# Optimal Connection from Xbox360 to Receiver



## JerseyJoeIII (Apr 13, 2011)

Hi all,

Ignited a debate here at work over this question, so I figured I'd come to the pros.

I am currently running an Xbox360 (couple years old but is HDMI-ready) and Sony HT-SS370 HTIB (receiver has three HDMI inputs, one HDMI output, and a slew of other connectors).

My current setup is Xbox360 to receiver via HDMI, then HDMI from receiver to TV. Everything seems to work well. However, I read that Sony receivers may have a hard time handling audio from the Xbox360. Further, i feel like i MAY be hearing audio drop on certain moments of games.

Xbox support recommends connecting the Xbox360 directly to the TV, and then a digital optical cable from the Xbox360 to the receiver.

so my question(s): Is my current setup (paragraph three) the optimal one (using only HDMIs)? Or would xbox support's config sound better? How do you have your HTIB configured with your Xbox360? 

Just looking for some feedback...thanks!


----------



## Anthony (Oct 5, 2006)

Since the Xbox is not capable of outputting the high-bandwidth audio stuff (Dolby TrueHD, etc), then you won't hear any difference running it through the TV first and will not be missing out. 
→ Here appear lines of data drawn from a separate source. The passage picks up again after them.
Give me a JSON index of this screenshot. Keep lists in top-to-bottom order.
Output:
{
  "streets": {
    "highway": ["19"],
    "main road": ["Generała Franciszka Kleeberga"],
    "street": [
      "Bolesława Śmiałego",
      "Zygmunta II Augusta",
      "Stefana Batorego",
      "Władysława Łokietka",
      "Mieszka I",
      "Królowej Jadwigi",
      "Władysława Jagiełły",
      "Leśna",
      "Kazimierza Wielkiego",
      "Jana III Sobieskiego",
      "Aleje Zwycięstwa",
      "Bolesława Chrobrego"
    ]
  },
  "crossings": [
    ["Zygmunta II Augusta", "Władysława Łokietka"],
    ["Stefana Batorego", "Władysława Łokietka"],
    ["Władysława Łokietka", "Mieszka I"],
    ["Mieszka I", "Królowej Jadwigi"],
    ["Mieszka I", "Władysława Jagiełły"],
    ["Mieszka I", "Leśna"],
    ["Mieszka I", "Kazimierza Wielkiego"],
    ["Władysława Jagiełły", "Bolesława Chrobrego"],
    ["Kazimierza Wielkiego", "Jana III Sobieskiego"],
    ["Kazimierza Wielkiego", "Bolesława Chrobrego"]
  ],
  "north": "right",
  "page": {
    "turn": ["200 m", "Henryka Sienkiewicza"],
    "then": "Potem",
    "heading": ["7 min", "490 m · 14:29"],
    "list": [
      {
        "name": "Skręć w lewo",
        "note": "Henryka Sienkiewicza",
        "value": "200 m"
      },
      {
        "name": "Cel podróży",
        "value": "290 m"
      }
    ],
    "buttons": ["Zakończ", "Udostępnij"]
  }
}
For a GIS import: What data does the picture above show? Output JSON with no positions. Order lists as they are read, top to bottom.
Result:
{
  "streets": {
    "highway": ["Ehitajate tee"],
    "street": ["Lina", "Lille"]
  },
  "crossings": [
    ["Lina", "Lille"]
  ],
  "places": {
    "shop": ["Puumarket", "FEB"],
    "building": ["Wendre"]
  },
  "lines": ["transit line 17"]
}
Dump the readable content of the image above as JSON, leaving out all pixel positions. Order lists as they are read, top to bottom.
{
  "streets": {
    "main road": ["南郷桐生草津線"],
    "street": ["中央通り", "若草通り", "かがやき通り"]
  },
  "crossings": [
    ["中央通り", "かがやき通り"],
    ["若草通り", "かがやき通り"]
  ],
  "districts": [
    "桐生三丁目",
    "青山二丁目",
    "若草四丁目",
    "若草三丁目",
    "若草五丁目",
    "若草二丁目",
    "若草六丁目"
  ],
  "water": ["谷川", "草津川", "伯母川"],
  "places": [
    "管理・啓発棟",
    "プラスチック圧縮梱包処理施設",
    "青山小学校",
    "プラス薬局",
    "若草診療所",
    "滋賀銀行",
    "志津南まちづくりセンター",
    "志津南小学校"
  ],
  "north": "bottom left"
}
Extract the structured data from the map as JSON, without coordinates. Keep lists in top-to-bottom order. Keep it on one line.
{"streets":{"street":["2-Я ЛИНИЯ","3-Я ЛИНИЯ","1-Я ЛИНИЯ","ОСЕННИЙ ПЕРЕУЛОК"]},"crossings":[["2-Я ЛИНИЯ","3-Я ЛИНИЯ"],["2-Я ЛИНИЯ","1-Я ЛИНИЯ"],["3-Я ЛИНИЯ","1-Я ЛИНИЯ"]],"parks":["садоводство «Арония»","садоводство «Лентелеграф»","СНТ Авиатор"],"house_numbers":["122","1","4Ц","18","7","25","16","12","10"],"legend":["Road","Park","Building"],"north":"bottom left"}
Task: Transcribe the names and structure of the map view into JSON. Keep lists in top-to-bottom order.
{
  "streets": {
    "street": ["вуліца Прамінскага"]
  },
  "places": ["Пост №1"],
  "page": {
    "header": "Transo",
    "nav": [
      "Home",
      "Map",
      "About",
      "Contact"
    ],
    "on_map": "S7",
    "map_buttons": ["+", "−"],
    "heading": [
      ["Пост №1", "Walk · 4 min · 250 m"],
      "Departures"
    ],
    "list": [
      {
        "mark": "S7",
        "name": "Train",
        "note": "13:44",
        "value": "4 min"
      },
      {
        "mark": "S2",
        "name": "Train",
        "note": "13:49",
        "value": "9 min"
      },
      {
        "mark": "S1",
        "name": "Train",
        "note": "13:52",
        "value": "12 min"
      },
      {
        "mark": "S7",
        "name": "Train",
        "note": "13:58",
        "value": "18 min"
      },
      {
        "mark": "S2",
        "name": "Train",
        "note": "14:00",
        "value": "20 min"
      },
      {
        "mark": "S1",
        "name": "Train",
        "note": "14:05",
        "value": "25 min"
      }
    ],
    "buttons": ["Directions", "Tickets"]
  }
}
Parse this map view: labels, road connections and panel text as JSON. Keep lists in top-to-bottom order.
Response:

The only downside is the extra cable, and the optical cables are not that expensive or thick, so it won't be too intrusive.

Good luck.


----------



## JerseyJoeIII (Apr 13, 2011)

Thanks Anthony!

The Xbox is capable of outputting 5.1 via HDMI, so given that information, my setup is probably optimal, correct?


----------



## Anthony (Oct 5, 2006)

Yes, but 5.1 is doable through the optical too. So if you are getting dropouts running hdmi through the Sony, at least you can see if the optical cable fixes it.

Welcome to HTS!


----------



## JerseyJoeIII (Apr 13, 2011)

Thanks!

I'm still getting some audio drop from the xbox360...whether I'm HDMI'ed in or digital optical in. its slight, and usually occurs when the screen changes.

I've troubleshot this for a week and still to not avail. The fact that my BluRay plays perfect audio tells me its not a limitation or fault in my HTIB system. Any ideas?


----------



## Anthony (Oct 5, 2006)

From what you've said, it looks like you've locked it down to the Xbox. Double check your audio out settings on the Xbox and the settings on the HTIB (like how it handles audio in). 

Worst case, call MS and tell them you tried direct connect and still get dropouts and see what they say.


----------



## Infrasonic (Sep 28, 2010)

If you happen to have a friend/co-worker with an XBox who would be willing to bring it over you could test it with theirs and see if the problem persists.


----------